1) Go into Add/Remove Programs and un-install any Adobe products listed. Adobe AIR is not needed unless you are building specialized web apps.

2) Go this  Adobe website and download the Adobe Flash un-installer and follow the instructions to remove Flash.

3) Go to the Abobe Flash website and re-install Flash

4) Check that Flash is working. If so, go to step 5. if not post back here.

5) Instead of using Adbobe PDF reader (which is severly bloated and needs constant security patching) use Foxit PDF Reader. Click on the link to the " 4.3 for Windows" download button.


----------



## motdaugrnds (Jul 3, 2002)

Thank you Kari. I will do those things.


----------



## fordy (Sep 13, 2003)

...............OK Kari , I did as you advised and completely purged Adobe products from my computer , and installed Foxit reader ! Is there a Foxit replacement for Flash Player or will I just not beable too view these items ? , thanks , fordy


----------



## arabian knight (Dec 19, 2005)

it is my understanding that Foxit is just a reader for pdf files period.
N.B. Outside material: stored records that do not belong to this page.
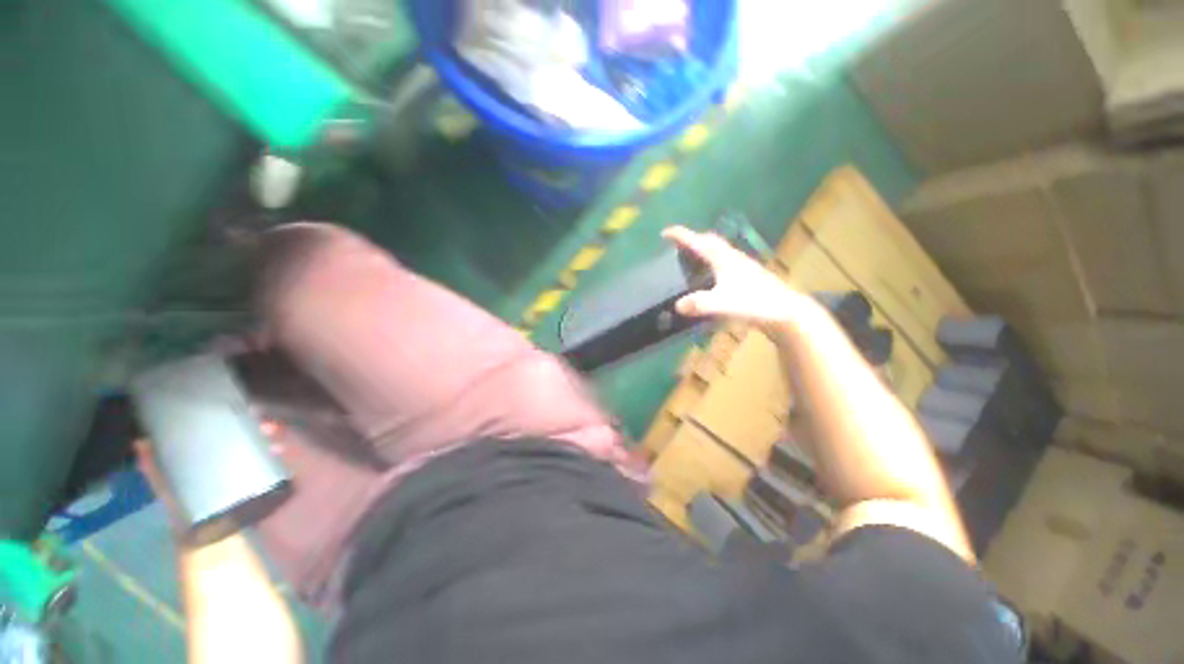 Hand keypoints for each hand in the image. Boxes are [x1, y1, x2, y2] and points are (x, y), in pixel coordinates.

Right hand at [662, 226, 811, 325]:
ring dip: (703, 251)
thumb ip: (700, 304)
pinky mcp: (747, 277)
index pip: (699, 241)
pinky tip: (711, 277)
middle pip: (710, 242)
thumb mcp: (724, 304)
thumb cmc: (756, 303)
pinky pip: (724, 263)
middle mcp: (733, 258)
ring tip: (689, 260)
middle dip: (692, 240)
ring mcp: (742, 267)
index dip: (681, 235)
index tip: (664, 233)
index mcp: (724, 259)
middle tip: (677, 246)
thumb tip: (677, 305)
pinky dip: (712, 264)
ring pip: (718, 252)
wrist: (787, 312) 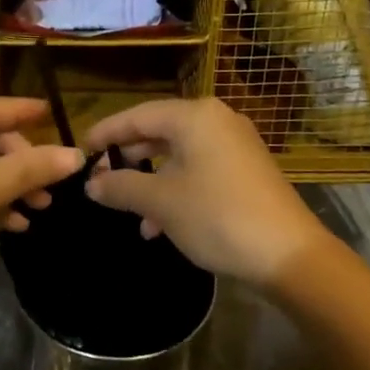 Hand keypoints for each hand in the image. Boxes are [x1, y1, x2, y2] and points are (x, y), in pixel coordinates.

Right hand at [84, 99, 336, 290]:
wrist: (288, 254)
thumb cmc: (217, 216)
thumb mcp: (161, 202)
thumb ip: (121, 187)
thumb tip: (91, 183)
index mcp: (195, 117)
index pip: (137, 115)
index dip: (106, 133)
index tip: (81, 150)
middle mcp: (216, 121)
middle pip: (158, 132)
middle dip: (128, 159)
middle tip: (101, 181)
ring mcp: (235, 145)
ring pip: (178, 155)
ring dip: (151, 181)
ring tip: (128, 212)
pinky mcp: (246, 171)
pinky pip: (199, 170)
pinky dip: (176, 190)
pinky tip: (160, 226)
Flash player is a different ball game altogether.
Correct me if I am wrong.
But I had Foxit for a time. But gave it up because of one pdf file I was trying to open and Foxit could not do it. Went back to good old Adobe and I opened that file with ease.


----------



## Kari (Mar 24, 2008)

fordy said:


> ...............OK Kari , I did as you advised and completely purged Adobe products from my computer , and installed Foxit reader ! Is there a Foxit replacement for Flash Player or will I just not beable too view these items ? , thanks , fordy


You still need Adobe Flash player installed as Foxit is for viewing PDF files only.


----------



## Kari (Mar 24, 2008)

arabian knight said:


> But I had Foxit for a time. But gave it up because of one pdf file I was trying to open and Foxit could not do it. Went back to good old Adobe and I opened that file with ease.


On the other hand, I have also experienced where Adobe Reader would not open a pdf file yet other programs such as Foxit or PDF-Xchange could open the same file with no problems.'

The same could be said about MS Word, Open Office et al...


----------



## fordy (Sep 13, 2003)

Kari said:


> You still need Adobe Flash player installed as Foxit is for viewing PDF files only.



...................Thanks for your help Kari ! OK , I tried too download the latest version of Flash Player , but i get this message that I have too download.....something called ActiveX control........Before I can download FP ! I don't want Act. X whatever on my computer because it has given me many problems in the past with it's silly little popup messagers across the pop of my screen ! Is it really necessary for Act.X too be on my computer for FP too work properly ? Thanks , fordy


----------